● **Collected data entries**
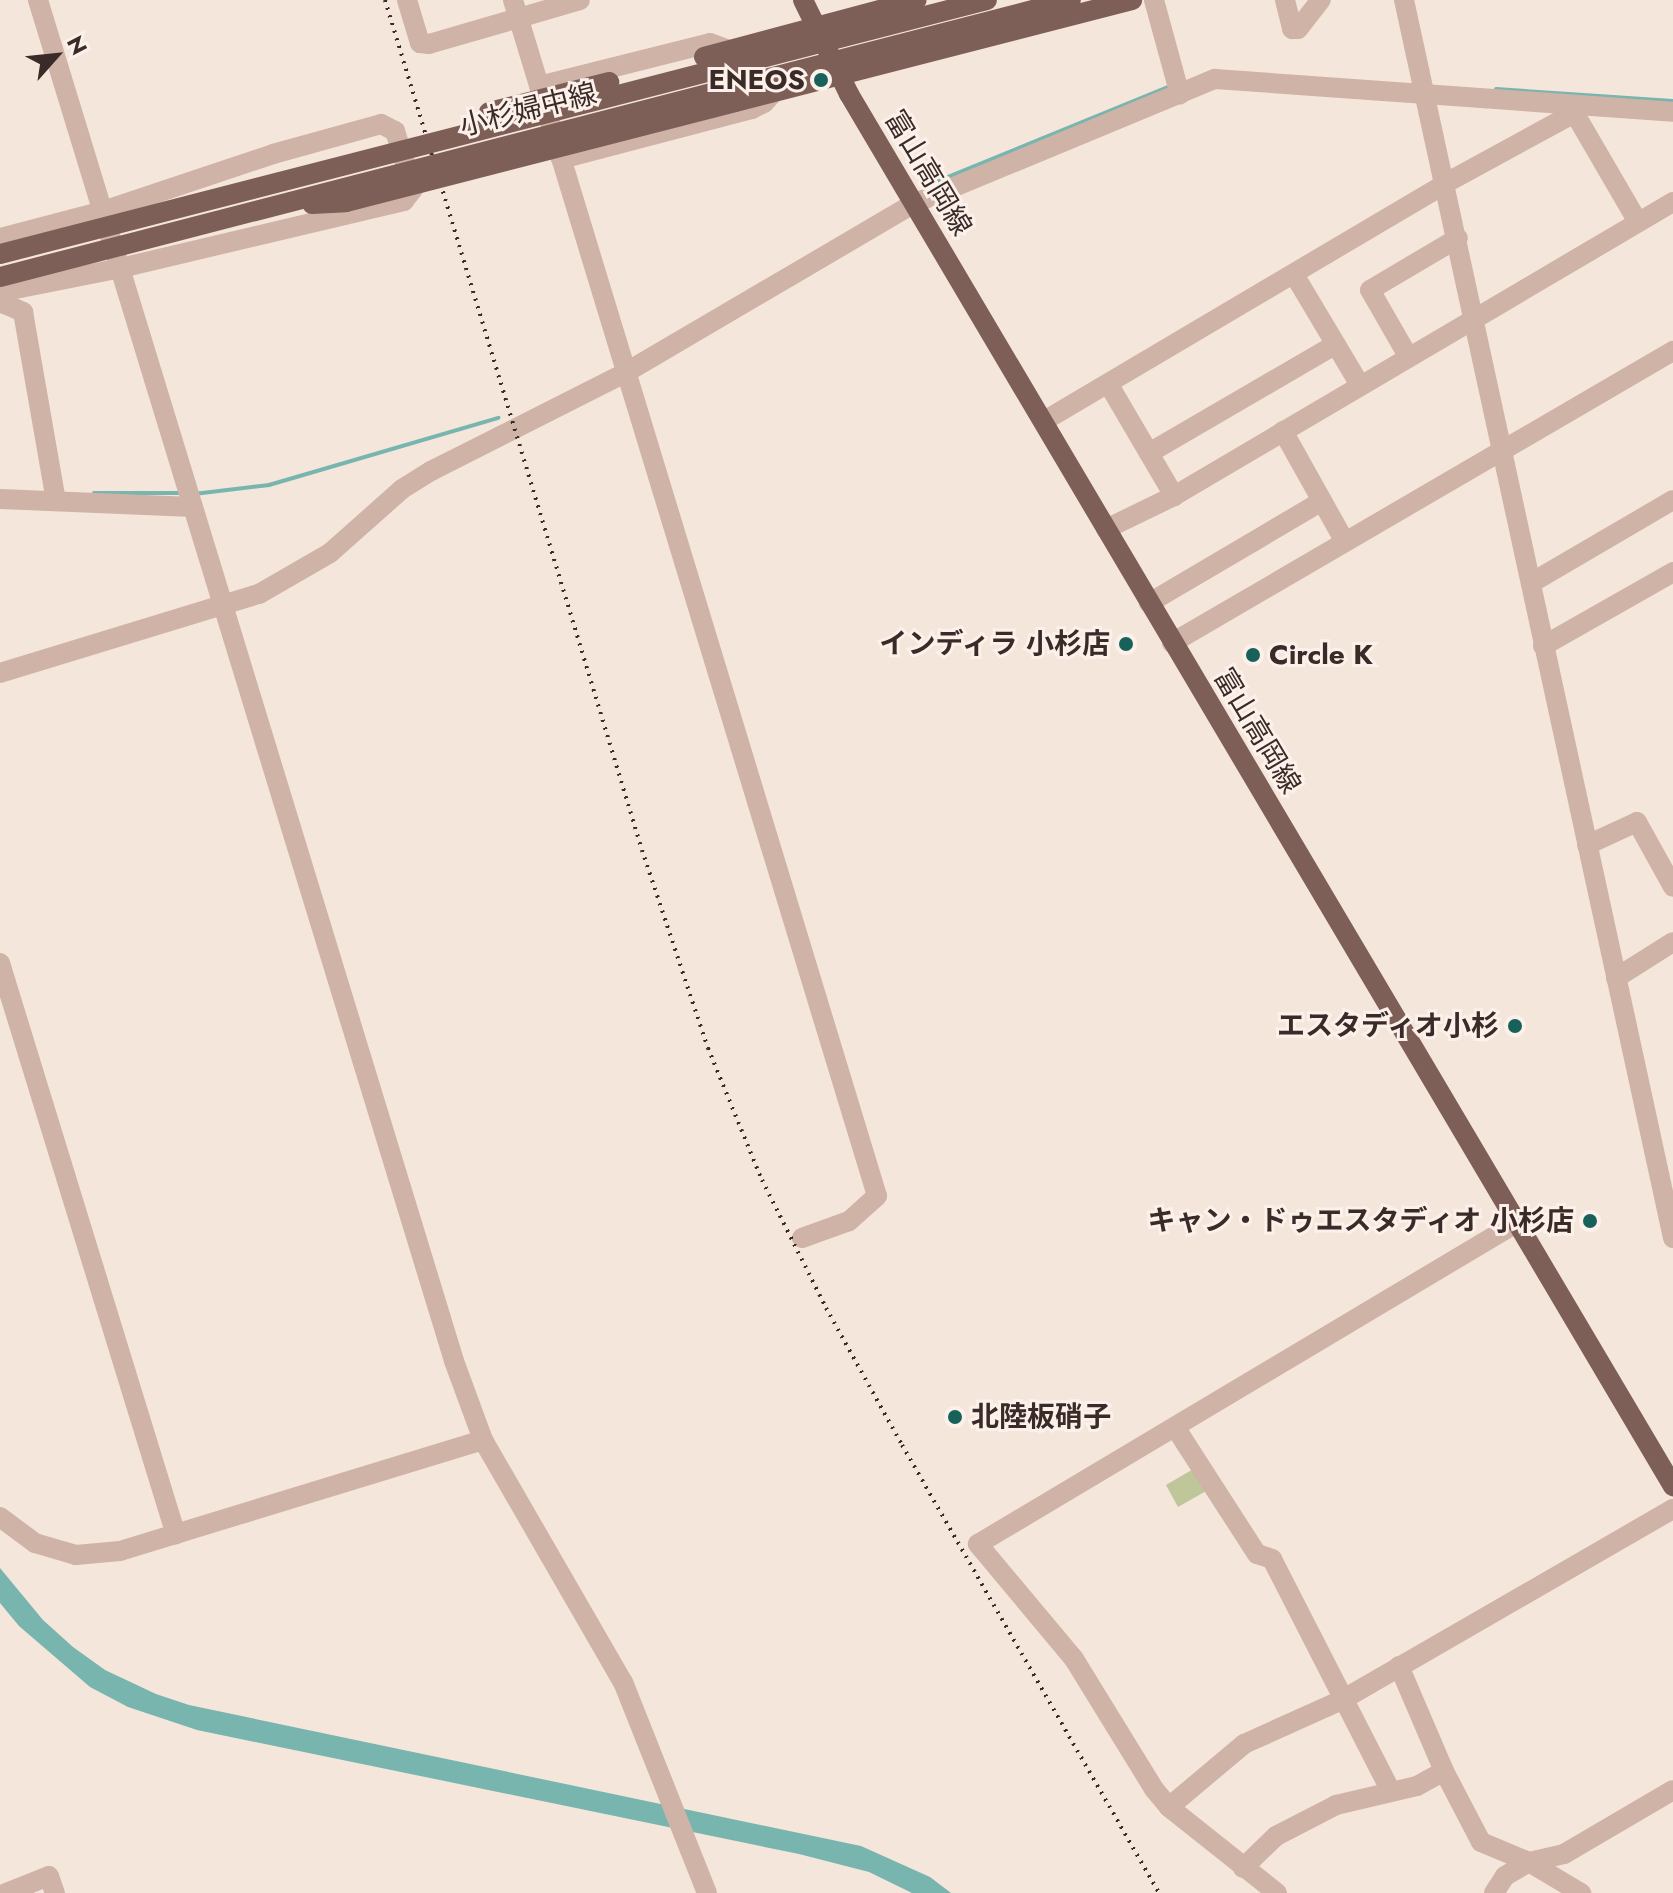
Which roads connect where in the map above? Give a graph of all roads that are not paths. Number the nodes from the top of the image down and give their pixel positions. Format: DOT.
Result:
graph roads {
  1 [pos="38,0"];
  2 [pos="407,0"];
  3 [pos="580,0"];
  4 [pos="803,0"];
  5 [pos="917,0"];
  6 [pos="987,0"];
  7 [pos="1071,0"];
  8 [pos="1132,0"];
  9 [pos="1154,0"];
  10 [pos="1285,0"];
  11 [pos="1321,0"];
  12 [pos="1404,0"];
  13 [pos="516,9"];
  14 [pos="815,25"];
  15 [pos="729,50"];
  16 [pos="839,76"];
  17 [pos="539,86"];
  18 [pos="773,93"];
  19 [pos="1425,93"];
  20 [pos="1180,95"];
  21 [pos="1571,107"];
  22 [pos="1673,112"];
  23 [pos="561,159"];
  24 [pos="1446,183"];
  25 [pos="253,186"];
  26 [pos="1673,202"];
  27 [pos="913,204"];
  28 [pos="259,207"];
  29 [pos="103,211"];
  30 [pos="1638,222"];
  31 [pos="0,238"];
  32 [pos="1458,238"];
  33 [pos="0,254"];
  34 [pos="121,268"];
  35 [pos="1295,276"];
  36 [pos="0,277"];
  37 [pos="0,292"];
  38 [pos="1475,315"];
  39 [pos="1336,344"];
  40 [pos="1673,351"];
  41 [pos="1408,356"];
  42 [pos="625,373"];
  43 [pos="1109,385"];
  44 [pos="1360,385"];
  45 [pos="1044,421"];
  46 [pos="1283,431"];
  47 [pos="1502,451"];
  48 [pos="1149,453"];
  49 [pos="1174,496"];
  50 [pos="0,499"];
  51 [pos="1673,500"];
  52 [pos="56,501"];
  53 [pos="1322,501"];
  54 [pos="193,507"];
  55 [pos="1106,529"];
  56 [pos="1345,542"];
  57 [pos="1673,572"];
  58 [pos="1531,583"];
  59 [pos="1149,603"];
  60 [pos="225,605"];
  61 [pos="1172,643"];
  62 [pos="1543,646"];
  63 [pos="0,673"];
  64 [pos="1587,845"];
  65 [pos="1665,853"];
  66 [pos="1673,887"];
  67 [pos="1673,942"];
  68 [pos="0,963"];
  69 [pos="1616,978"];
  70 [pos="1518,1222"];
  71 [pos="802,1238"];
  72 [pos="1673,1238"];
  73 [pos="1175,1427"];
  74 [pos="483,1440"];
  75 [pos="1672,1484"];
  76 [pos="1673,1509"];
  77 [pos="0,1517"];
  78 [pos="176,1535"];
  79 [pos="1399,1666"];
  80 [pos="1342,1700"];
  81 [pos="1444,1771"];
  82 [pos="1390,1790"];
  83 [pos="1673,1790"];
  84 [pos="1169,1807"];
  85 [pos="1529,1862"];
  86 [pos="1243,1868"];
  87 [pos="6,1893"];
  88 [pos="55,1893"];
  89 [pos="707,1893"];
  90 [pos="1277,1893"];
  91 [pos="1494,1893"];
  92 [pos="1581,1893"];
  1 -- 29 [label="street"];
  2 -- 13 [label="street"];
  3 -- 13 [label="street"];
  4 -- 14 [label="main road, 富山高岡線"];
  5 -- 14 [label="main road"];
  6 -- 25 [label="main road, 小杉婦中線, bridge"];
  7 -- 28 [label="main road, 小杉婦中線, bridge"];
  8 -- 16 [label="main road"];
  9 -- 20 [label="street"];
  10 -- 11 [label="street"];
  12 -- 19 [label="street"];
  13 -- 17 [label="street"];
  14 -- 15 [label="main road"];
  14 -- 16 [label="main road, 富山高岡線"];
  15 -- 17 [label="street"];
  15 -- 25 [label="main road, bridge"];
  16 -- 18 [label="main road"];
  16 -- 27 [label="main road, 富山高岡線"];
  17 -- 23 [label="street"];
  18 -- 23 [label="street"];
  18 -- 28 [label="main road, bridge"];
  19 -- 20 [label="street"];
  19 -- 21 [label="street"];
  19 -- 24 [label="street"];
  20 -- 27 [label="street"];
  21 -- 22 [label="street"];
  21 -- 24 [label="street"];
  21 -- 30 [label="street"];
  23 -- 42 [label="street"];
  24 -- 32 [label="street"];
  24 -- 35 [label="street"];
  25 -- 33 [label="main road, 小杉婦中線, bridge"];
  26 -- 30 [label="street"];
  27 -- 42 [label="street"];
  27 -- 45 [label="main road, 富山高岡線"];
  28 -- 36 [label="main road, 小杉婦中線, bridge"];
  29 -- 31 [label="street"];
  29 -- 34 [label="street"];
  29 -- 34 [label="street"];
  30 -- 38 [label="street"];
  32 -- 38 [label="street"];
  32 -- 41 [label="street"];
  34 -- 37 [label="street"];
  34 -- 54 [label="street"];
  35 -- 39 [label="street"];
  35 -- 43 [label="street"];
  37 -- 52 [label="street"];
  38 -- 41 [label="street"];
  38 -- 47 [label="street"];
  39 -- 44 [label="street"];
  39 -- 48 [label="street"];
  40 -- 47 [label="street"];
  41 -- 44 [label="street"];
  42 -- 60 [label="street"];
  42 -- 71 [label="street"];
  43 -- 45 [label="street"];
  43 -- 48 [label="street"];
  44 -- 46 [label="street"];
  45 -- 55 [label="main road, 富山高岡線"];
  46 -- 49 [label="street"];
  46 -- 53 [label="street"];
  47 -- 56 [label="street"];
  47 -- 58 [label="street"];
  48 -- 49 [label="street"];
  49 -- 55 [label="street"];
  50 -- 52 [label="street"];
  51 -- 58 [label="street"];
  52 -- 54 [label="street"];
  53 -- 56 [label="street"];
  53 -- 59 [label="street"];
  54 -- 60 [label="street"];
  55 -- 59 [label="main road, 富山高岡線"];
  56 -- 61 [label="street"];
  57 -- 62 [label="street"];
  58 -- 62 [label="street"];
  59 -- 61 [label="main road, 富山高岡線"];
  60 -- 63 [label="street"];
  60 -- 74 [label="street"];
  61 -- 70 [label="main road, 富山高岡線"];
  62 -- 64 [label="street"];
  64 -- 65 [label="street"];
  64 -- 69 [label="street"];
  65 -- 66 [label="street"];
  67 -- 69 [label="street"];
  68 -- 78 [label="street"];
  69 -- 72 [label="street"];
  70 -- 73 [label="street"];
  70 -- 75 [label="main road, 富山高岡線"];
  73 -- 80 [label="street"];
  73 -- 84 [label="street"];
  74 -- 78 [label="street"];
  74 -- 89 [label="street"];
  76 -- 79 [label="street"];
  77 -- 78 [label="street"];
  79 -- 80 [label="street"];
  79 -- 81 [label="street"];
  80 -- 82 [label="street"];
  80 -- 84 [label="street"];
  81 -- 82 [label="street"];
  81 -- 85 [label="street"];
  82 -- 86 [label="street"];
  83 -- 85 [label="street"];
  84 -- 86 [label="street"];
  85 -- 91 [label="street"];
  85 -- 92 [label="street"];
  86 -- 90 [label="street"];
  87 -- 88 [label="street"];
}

● **Task instructions**
Find the word "小杉婦中線" in the records. Copy every line it appears in.

● **Completed task**
  6 -- 25 [label="main road, 小杉婦中線, bridge"];
  7 -- 28 [label="main road, 小杉婦中線, bridge"];
  25 -- 33 [label="main road, 小杉婦中線, bridge"];
  28 -- 36 [label="main road, 小杉婦中線, bridge"];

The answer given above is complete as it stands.